We are fortunate, as we are packed into the cable-car less densely and
with less delay than is the norm, and are soon dangling hundreds of
metres above the rocks and proteas. I am not normally scared of
heights, but the cable seems a tenuous security. From this height and
distance, Cape Town looks much like any modern city under its layer of
smog, but the setting surely cannot be equalled. Table Mountain,
despite the irritant suburbs scrabbling at its lower reaches, stands
grand and clean and real as it has done for aeons. It is not quite as
flat on top as it appears from below, but near enough. There are paths
marked out, there is a mini-museum at the cable-car station, there is a
restaurant, and there are telescope-equipped observation platforms, but
none of these seems tasteless. On a clear day you can observe forever.

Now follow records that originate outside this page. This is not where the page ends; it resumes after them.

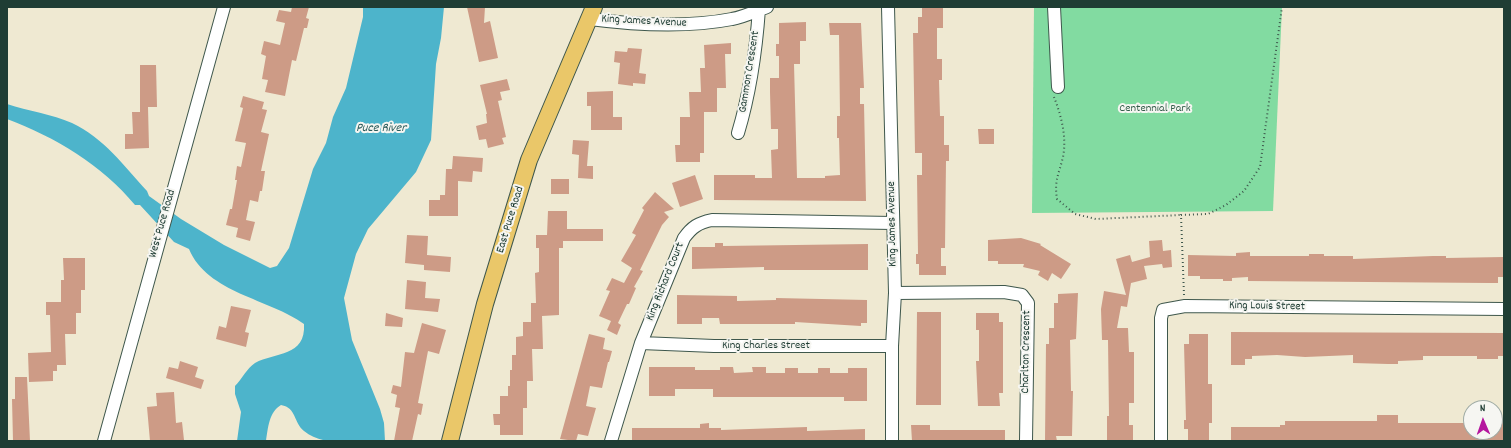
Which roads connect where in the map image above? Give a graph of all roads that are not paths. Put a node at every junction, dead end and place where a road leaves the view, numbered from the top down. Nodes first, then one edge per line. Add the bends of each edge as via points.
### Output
1 (224, 7) edge
2 (888, 7) edge
3 (1054, 7) edge
4 (763, 8) edge
5 (592, 13) edge
6 (1058, 87) road end
7 (738, 133) dead end
8 (893, 223) junction
9 (895, 293) junction
10 (1504, 309) edge
11 (641, 343) junction
12 (892, 346) junction
13 (104, 441) edge
14 (450, 441) edge
15 (611, 441) edge
16 (892, 441) edge
17 (1026, 441) edge
18 (1161, 441) edge

1 - 13 street, West Puce Road
2 - 8 street, King James Avenue
3 - 6 street
4 - 5 street, King James Avenue via 734,19 701,24 623,23
4 - 7 street, Gammon Crescent
5 - 14 main road, East Puce Road via 528,160 485,304
8 - 9 street, King James Avenue
8 - 11 street, King Richard Court via 712,220 693,226 684,238
9 - 12 street, King James Avenue
9 - 17 street, Charlton Crescent via 1004,292 1022,295 1028,304
10 - 18 street, King Louis Street via 1184,306 1163,310
11 - 12 street, King Charles Street via 714,346
11 - 15 street, King Richard Court
12 - 16 street, King James Avenue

To the south the mountains stretch away down to the nature reserve of
Cape Point, and on each side and beyond lies the sea. To the north the
whole of Africa is waiting, and screams at you: 'Do what you will, you
will never escape me now!'
But the lure of the horizon is counterbalanced by more local
distractions, and there are three that concern me. I have air to
breathe, and I am not hungry, but I am thirsty, so the orange juice
vendor and his wares constitute my first concern. He tells everyone his
life story, and I am not sure whether this is an extra thrown in gratis
with the orange juice, or whether having to listen to him and look
interested is part of the price of the beverage. He tells everyone how
he left his native England and made his home in South Africa, how he
was made redundant, and how he set up this orange juice business a few
months ago, during which time he has become acquainted with every
famous resident and visiting personality, how he is on first name terms
with the All Blacks (the New Zealand rugby team), and how he will be
supporting England in the rugby. He reminds me of the 40-year old on
the train, and I wish him well and break away. The other proximate
distractions are the wildlife, and the woman, and I conceive a plan
whereby I can employ the one to get into conversation with the
other.
Dassies, otherwise known as rock rabbits or rock hyraxes, abound. They
are the size of rabbits, but have short ears, and if one awarded
daft-looking domestic rabbits an arbitrary 100 IQ points on the small
furry creatures scale, then judging by the knowing looks on the faces
of these creatures, they would be 200 Stanford-Binet-point geniuses. So
perhaps it is not so surprising that their closest living relative,
other than the tree hyrax, is the elephant who never forgets. A blind
man could easily feel and describe an entire dassie but unless he were
very astute he would not detect that they were related to elephants.
Like elephants, they have but four toes on each foot, and long upper
incisors, though unlike the tusks of elephants these do not protrude
but are ground down in contact with their opposite numbers in the lower
jaw. Their noses are pert, moist and black. Their excreta helped
liberate Zimbabwe, as it yields saltpetre, an ingredient of gunpowder.
It accumulates under the overhangs of rocks where the dassies shelter
from black eagles, where one will find the paper nests of wasps, and
where the San people left their paintings hundreds of years ago. The
dassies survive heavy predation, the hornets still tend their larvae,
but the San were not so lucky, and the only place you can find them
other than the Kalahari desert, is in model form in the Cape Town
natural history museum, exhibited alongside 'other' wildlife.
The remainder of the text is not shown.